That is because Jax has a pretty weak corporate base.  Lots of cities have arenas with corporate sponsorship and no pro team.  Before the Thunder moved to Oklahoma City the arena there was sponsored by Ford.  There was no primary tenant of any kind.  10% of something is better than 0% of anything.



On this we agree and you proved my point:

Regarding naming rights of minor league arenas:

The Wichita Arena's naming rights sold for $350,000/year
The OKC Arena's naming rights sold for $540,000/year (as you said, this was before The Thunder came to call it home.
Chesapeake Energy has naming rights now in OKC, sold for $3M/year with a 3% increase each year.
EverBank paid $4.3M for the naming rights.

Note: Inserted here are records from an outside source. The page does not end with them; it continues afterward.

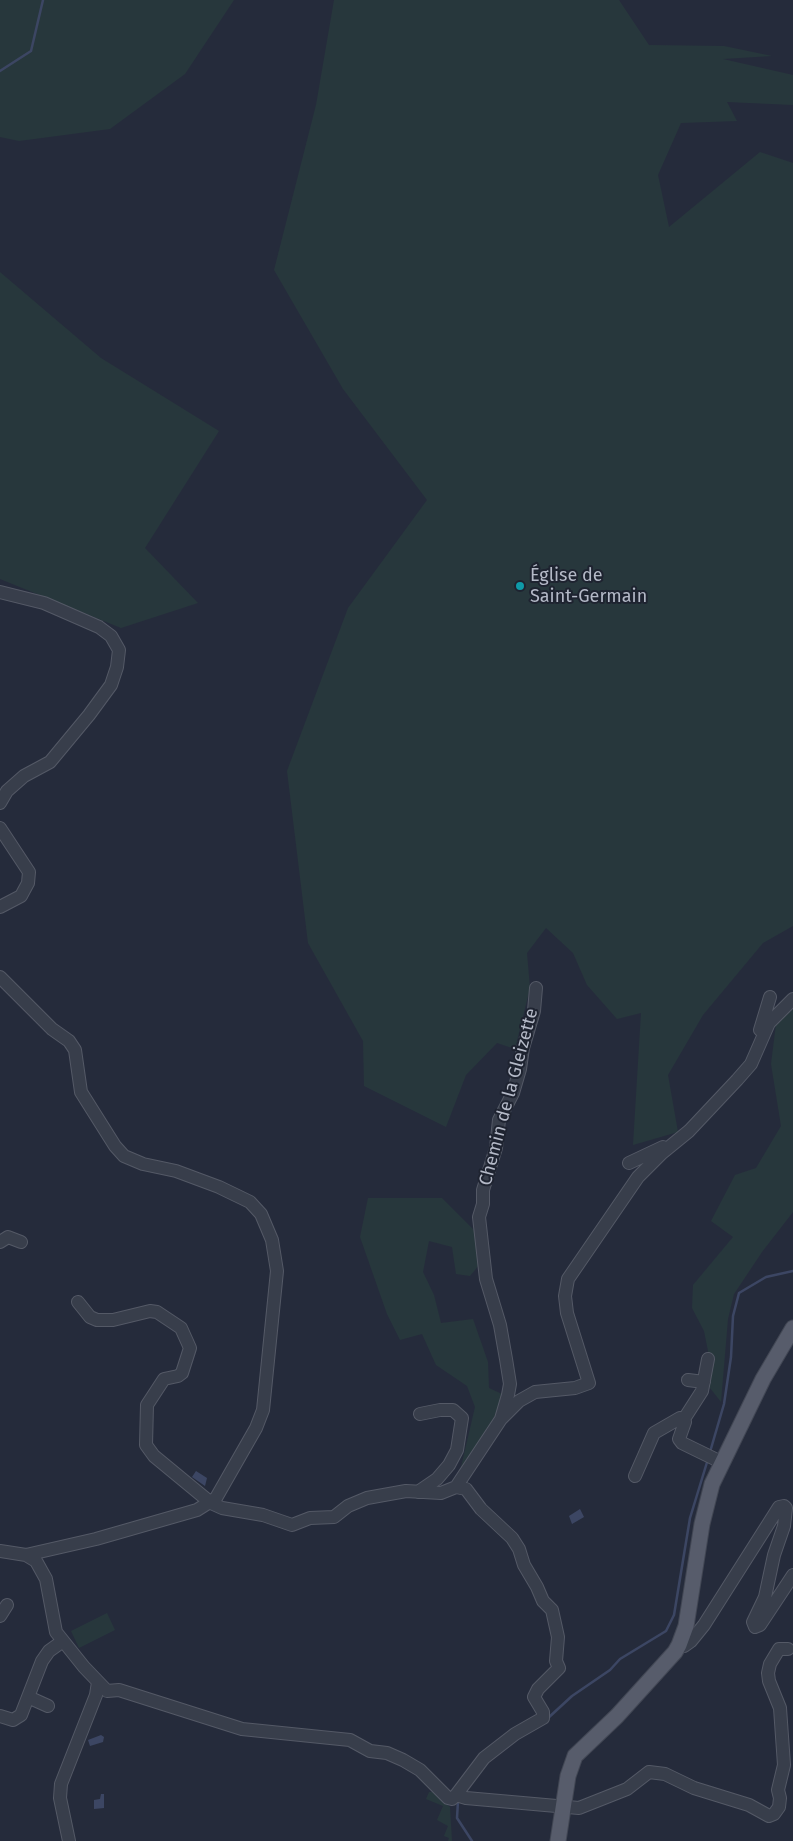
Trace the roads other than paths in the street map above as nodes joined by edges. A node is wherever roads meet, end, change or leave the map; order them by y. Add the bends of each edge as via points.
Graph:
1 (0, 592) edge
2 (0, 803) edge
3 (0, 828) edge
4 (0, 907) edge
5 (0, 977) edge
6 (536, 988) dead end
7 (770, 997) dead end
8 (793, 999) edge
9 (761, 1038) junction
10 (668, 1148) junction
11 (628, 1163) dead end
12 (0, 1242) edge
13 (21, 1242) dead end
14 (78, 1302) dead end
15 (793, 1328) edge
16 (708, 1359) dead end
17 (688, 1380) dead end
18 (704, 1382) junction
19 (420, 1414) dead end
20 (501, 1419) junction
21 (684, 1419) junction
22 (714, 1458) junction
23 (635, 1476) dead end
24 (456, 1487) junction
25 (418, 1492) junction
26 (210, 1503) junction
27 (0, 1551) edge
28 (26, 1555) junction
29 (793, 1574) edge
30 (690, 1588) junction
31 (63, 1641) junction
32 (679, 1645) junction
33 (788, 1649) dead end
34 (103, 1687) junction
35 (638, 1692) junction
36 (28, 1697) junction
37 (48, 1706) dead end
38 (0, 1716) edge
39 (461, 1796) junction
40 (564, 1807) junction
41 (69, 1841) edge
42 (558, 1841) edge

1 - 2 street via 44,603 99,626 111,636 119,650 111,685 89,715 50,762 24,776 7,791
3 - 4 street via 29,872 28,883 21,896
5 - 26 street via 75,1050 81,1092 114,1146 124,1156 220,1187 250,1202 261,1214 272,1240 277,1271 263,1410 232,1470
6 - 20 street, Chemin de la Gleizette via 520,1069 499,1120 496,1148 483,1190 479,1217 486,1279 500,1324 510,1384
7 - 9 street via 760,1027
8 - 9 street via 769,1023
9 - 10 street via 751,1064 742,1075
10 - 11 street via 662,1147
10 - 20 street via 638,1177 568,1279 567,1313 589,1383 575,1388 535,1392 519,1401
12 - 13 street via 8,1237
14 - 26 street via 90,1317 97,1320 113,1320 150,1311 181,1328 190,1348 182,1373 164,1379 147,1405 146,1445 154,1456
15 - 22 main road
16 - 18 street
17 - 18 street
18 - 21 street via 699,1397
19 - 25 street via 453,1410 462,1418 456,1450 449,1465 437,1479
20 - 24 street, Chemin de la Gleizette
21 - 22 street via 679,1439
21 - 23 street via 680,1418 654,1433
22 - 30 main road
24 - 25 street via 441,1493
24 - 39 street via 466,1489 519,1549 543,1601 552,1610 558,1637 556,1661 559,1668 534,1697 543,1718 484,1758
25 - 26 street via 367,1498 348,1506 334,1517 310,1518 292,1526 263,1514
26 - 28 street via 197,1510 96,1539
27 - 28 street
28 - 31 street via 36,1561 46,1579 56,1632
29 - 32 street via 760,1625 755,1627 753,1622 765,1597 784,1526 784,1506 779,1507 700,1631 684,1646
30 - 32 main road via 690,1607
30 - 35 main road via 674,1640
31 - 34 street
31 - 36 street via 42,1661
32 - 35 main road
33 - 40 street via 779,1649 768,1673 780,1708 784,1765 778,1790 779,1808 774,1814 769,1816 749,1805 694,1788 665,1774 649,1772 627,1789 579,1808
34 - 39 street via 242,1729 350,1740 420,1770 448,1798
34 - 41 street via 96,1695 61,1784 60,1798
35 - 40 main road via 618,1716 575,1756 569,1770
36 - 37 street
36 - 38 street via 21,1715 13,1720
39 - 40 street
40 - 42 main road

I believe I said that the naming rights would maybe go for 10% of what they are now, which is about right (give or take). That's why I'm fine with the naming rights money going to the Jaguars. They are the reason they deal is what it is. Would it be nice to get 10% of it? Sure, I'll take money. I would also agree that the COJ should likely get something for Daily's Place. While the Jags developed it, I can't fathom the naming rights value is materially different because of the Jaguars.

But, I'd also say if we were that concerned, then we probably shouldn't have legislated that the Arena naming rights never be sold, either.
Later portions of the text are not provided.